Task: Here is the listing. Report each line in it that contains the string "name".

Material supplied:
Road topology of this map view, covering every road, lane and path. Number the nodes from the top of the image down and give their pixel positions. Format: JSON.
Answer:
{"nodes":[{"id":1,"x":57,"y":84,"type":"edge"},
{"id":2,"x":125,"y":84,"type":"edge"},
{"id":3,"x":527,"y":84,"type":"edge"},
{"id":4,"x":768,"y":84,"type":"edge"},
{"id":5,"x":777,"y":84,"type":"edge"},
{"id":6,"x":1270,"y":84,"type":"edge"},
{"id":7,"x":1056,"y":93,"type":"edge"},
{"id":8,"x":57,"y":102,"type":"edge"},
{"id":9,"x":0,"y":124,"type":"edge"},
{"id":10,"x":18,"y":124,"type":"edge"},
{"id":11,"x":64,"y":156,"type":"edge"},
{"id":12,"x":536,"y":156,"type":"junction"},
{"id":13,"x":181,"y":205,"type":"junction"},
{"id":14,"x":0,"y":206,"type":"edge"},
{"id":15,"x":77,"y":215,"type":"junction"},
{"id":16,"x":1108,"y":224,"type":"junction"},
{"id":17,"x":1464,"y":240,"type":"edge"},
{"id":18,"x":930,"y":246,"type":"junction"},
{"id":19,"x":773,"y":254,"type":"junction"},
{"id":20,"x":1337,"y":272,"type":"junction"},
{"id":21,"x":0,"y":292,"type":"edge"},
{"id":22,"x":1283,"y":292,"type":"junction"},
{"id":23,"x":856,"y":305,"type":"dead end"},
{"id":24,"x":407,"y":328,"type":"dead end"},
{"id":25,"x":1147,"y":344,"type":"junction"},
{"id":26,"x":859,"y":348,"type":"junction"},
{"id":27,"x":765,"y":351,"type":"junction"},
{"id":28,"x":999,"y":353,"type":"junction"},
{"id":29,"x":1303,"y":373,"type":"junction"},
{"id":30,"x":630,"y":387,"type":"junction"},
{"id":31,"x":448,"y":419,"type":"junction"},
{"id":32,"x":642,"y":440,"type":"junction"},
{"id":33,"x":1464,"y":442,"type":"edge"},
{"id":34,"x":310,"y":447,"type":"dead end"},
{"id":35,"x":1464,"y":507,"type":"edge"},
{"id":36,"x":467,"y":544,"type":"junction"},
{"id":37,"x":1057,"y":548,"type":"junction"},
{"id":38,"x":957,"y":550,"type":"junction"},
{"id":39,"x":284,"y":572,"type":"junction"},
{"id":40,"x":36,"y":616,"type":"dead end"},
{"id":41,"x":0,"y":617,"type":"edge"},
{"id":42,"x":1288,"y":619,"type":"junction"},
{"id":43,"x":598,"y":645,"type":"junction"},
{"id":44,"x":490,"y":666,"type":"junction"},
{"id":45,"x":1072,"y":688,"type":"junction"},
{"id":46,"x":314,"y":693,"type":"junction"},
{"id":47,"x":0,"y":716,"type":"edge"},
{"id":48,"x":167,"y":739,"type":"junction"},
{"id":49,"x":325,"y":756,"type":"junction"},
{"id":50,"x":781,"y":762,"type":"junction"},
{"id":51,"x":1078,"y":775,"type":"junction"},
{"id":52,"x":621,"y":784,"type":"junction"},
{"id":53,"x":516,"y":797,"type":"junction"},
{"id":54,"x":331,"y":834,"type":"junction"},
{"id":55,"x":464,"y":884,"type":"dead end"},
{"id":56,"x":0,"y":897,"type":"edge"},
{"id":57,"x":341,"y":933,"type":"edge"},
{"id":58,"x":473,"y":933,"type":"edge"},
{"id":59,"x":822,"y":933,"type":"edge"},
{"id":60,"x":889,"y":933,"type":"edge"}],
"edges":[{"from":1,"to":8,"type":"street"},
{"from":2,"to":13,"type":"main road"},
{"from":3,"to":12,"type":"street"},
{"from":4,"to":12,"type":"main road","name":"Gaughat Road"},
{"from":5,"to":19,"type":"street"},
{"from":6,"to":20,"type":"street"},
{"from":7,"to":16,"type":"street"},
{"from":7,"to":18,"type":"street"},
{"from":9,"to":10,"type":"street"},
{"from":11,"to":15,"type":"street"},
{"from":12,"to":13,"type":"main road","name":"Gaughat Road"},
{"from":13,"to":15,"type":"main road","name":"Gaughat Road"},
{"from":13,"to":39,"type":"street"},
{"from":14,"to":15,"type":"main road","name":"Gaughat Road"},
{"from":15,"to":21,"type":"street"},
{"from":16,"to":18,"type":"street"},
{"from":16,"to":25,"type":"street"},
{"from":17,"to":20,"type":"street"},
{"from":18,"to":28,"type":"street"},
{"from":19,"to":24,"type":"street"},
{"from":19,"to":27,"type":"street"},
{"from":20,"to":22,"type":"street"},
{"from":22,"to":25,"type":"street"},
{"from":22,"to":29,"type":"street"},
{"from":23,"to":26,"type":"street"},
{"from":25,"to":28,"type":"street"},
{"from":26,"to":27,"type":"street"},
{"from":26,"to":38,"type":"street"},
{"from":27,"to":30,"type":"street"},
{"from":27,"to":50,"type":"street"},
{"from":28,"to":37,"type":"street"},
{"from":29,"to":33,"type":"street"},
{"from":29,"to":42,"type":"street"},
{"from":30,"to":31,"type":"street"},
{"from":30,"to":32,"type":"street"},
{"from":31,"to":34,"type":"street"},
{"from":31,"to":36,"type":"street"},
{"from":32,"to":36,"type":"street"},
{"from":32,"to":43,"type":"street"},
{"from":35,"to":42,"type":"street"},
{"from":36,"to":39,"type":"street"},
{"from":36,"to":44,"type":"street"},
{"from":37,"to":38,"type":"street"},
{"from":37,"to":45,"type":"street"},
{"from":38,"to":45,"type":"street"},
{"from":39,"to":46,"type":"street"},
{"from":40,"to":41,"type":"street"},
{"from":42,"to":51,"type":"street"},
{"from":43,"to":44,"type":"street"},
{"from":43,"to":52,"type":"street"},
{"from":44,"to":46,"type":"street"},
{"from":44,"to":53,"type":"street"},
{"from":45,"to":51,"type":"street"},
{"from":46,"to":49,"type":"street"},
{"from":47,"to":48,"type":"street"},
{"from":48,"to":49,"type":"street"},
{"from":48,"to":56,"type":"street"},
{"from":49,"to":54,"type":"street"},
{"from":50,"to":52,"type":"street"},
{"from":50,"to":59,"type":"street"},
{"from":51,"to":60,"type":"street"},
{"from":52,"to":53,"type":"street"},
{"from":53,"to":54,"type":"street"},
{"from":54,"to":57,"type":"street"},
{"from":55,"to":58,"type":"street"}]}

Completed exercise:
{"from":4,"to":12,"type":"main road","name":"Gaughat Road"},
{"from":12,"to":13,"type":"main road","name":"Gaughat Road"},
{"from":13,"to":15,"type":"main road","name":"Gaughat Road"},
{"from":14,"to":15,"type":"main road","name":"Gaughat Road"},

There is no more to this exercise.